*HOW TO COMPLETE THIS TASK*.
The whole listing, pictures aside, should be reproduced exactly.

*SOURCE RECORDS*.
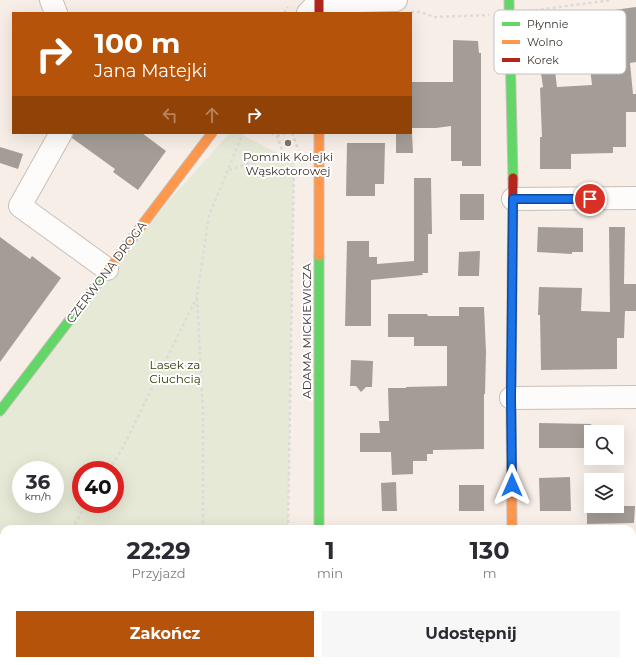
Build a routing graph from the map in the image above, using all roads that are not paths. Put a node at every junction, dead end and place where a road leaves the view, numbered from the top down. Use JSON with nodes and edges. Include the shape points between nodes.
{"nodes":[{"id":1,"x":51,"y":0,"type":"edge"},
{"id":2,"x":396,"y":0,"type":"edge"},
{"id":3,"x":317,"y":7,"type":"edge"},
{"id":4,"x":56,"y":12,"type":"edge"},
{"id":5,"x":510,"y":74,"type":"edge"},
{"id":6,"x":60,"y":134,"type":"edge"},
{"id":7,"x":211,"y":134,"type":"edge"},
{"id":8,"x":319,"y":134,"type":"edge"},
{"id":9,"x":636,"y":198,"type":"edge"},
{"id":10,"x":513,"y":199,"type":"junction"},
{"id":11,"x":107,"y":269,"type":"junction"},
{"id":12,"x":636,"y":397,"type":"edge"},
{"id":13,"x":511,"y":398,"type":"junction"},
{"id":14,"x":0,"y":411,"type":"edge"},
{"id":15,"x":319,"y":525,"type":"edge"},
{"id":16,"x":512,"y":525,"type":"edge"}],
"edges":[{"from":1,"to":4,"type":"street"},
{"from":2,"to":3,"type":"street"},
{"from":5,"to":10,"type":"street"},
{"from":6,"to":11,"type":"street","via":[[20,206]]},
{"from":7,"to":11,"type":"street","name":"CZERWONA DROGA"},
{"from":8,"to":15,"type":"street","name":"ADAMA MICKIEWICZA"},
{"from":9,"to":10,"type":"street"},
{"from":10,"to":13,"type":"street"},
{"from":11,"to":14,"type":"street","name":"CZERWONA DROGA"},
{"from":12,"to":13,"type":"street"},
{"from":13,"to":16,"type":"street"}]}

*TASK ANSWER*.
Build a routing graph from the map in the image above, using all roads that are not paths. Put a node at every junction, dead end and place where a road leaves the view, numbered from the top down. Use JSON with nodes and edges. Include the shape points between nodes.
{"nodes":[{"id":1,"x":51,"y":0,"type":"edge"},
{"id":2,"x":396,"y":0,"type":"edge"},
{"id":3,"x":317,"y":7,"type":"edge"},
{"id":4,"x":56,"y":12,"type":"edge"},
{"id":5,"x":510,"y":74,"type":"edge"},
{"id":6,"x":60,"y":134,"type":"edge"},
{"id":7,"x":211,"y":134,"type":"edge"},
{"id":8,"x":319,"y":134,"type":"edge"},
{"id":9,"x":636,"y":198,"type":"edge"},
{"id":10,"x":513,"y":199,"type":"junction"},
{"id":11,"x":107,"y":269,"type":"junction"},
{"id":12,"x":636,"y":397,"type":"edge"},
{"id":13,"x":511,"y":398,"type":"junction"},
{"id":14,"x":0,"y":411,"type":"edge"},
{"id":15,"x":319,"y":525,"type":"edge"},
{"id":16,"x":512,"y":525,"type":"edge"}],
"edges":[{"from":1,"to":4,"type":"street"},
{"from":2,"to":3,"type":"street"},
{"from":5,"to":10,"type":"street"},
{"from":6,"to":11,"type":"street","via":[[20,206]]},
{"from":7,"to":11,"type":"street","name":"CZERWONA DROGA"},
{"from":8,"to":15,"type":"street","name":"ADAMA MICKIEWICZA"},
{"from":9,"to":10,"type":"street"},
{"from":10,"to":13,"type":"street"},
{"from":11,"to":14,"type":"street","name":"CZERWONA DROGA"},
{"from":12,"to":13,"type":"street"},
{"from":13,"to":16,"type":"street"}]}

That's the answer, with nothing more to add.